**Excerpts from a dataset**.
# # # # # # #

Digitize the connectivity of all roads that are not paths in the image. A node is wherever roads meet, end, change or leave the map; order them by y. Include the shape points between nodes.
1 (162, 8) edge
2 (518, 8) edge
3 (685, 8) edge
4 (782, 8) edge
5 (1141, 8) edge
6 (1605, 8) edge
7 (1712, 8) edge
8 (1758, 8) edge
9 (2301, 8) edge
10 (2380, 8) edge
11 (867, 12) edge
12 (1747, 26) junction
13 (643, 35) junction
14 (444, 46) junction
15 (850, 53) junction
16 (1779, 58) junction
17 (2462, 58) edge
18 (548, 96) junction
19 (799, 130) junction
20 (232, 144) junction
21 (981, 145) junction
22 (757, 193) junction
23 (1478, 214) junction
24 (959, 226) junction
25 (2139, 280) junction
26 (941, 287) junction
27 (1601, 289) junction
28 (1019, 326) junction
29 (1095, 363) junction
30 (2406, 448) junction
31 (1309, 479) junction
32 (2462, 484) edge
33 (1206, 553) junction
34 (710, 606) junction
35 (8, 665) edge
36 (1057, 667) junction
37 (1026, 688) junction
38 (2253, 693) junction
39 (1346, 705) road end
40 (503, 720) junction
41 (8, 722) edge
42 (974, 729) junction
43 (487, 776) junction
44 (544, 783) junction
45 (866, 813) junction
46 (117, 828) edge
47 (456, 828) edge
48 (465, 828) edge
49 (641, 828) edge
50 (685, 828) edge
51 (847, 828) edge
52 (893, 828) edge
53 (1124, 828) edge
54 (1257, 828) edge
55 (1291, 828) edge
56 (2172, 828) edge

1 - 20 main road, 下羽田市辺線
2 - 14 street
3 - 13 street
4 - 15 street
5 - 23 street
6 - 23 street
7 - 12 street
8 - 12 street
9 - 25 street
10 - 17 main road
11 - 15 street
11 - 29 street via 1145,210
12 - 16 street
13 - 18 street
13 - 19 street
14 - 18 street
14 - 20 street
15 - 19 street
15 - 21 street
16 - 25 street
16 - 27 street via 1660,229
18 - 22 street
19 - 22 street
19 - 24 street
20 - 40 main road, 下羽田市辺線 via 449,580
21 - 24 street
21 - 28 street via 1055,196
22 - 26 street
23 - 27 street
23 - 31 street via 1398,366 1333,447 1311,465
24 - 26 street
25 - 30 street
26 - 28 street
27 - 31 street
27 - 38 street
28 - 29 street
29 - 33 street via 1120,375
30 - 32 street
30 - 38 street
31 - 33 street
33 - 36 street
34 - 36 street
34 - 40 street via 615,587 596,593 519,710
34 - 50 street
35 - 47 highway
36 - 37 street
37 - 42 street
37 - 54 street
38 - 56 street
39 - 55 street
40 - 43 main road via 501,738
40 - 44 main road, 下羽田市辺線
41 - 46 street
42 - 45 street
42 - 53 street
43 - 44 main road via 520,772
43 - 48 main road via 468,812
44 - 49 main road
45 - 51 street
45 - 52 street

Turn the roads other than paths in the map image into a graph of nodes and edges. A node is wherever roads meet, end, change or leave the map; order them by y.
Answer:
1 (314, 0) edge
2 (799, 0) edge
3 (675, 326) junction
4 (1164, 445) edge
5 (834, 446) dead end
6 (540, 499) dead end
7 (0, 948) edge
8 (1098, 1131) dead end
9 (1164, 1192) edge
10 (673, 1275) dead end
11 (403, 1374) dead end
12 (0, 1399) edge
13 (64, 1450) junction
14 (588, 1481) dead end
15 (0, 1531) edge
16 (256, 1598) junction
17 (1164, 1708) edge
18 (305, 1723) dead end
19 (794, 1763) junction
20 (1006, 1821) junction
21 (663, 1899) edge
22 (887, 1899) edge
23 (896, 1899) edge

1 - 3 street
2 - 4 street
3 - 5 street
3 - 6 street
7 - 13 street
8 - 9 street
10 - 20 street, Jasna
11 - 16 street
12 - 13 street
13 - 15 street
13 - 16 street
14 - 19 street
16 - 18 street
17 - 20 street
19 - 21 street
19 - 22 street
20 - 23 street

# # # # # # #

**Task prompt**. Go line by line through the data and copy any that contain "roads".

**Answer for this exercise**.
Digitize the connectivity of all roads that are not paths in the image. A node is wherever roads meet, end, change or leave the map; order them by y. Include the shape points between nodes.
Turn the roads other than paths in the map image into a graph of nodes and edges. A node is wherever roads meet, end, change or leave the map; order them by y.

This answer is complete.